--- Material for this task Enclosed Below ---

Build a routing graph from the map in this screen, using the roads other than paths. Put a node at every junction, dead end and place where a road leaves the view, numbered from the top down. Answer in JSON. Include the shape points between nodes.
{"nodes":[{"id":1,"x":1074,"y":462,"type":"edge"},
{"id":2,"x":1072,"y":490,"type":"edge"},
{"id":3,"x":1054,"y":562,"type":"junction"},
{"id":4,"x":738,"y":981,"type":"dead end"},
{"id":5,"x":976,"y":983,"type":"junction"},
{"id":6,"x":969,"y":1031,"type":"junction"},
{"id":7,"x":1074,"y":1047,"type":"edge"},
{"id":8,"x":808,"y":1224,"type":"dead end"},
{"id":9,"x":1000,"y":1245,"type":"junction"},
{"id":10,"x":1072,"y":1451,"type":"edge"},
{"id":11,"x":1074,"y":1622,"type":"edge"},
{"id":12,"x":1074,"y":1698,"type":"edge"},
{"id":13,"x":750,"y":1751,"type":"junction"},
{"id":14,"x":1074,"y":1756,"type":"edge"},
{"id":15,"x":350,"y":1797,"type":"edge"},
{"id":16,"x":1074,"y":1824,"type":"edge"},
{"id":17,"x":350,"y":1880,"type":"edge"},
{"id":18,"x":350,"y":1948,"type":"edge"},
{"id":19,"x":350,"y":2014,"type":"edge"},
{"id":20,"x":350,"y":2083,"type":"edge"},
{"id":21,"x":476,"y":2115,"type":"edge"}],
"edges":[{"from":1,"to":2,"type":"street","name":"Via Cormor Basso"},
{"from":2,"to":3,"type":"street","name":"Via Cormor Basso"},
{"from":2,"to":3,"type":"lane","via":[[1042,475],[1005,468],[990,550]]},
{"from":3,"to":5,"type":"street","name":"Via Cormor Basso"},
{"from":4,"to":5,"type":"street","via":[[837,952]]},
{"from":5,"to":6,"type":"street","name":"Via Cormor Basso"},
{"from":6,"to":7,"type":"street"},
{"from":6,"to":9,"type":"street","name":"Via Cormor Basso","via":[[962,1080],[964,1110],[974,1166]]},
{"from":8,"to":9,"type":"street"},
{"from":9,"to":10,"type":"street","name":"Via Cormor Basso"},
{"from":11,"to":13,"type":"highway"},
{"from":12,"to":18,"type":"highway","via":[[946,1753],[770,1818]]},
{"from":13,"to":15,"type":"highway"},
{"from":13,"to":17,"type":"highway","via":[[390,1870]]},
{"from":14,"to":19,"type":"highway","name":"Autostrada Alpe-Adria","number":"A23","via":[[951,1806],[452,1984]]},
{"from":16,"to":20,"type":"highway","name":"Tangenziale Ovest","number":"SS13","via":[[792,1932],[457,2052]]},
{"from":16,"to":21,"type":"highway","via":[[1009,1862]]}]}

--- End of Enclosed Material for this task ---

Your job is to copy out every line from the records above that has the word "nodes".

● Solution below:
Build a routing graph from the map in this screen, using the roads other than paths. Put a node at every junction, dead end and place where a road leaves the view, numbered from the top down. Answer in JSON. Include the shape points between nodes.
{"nodes":[{"id":1,"x":1074,"y":462,"type":"edge"},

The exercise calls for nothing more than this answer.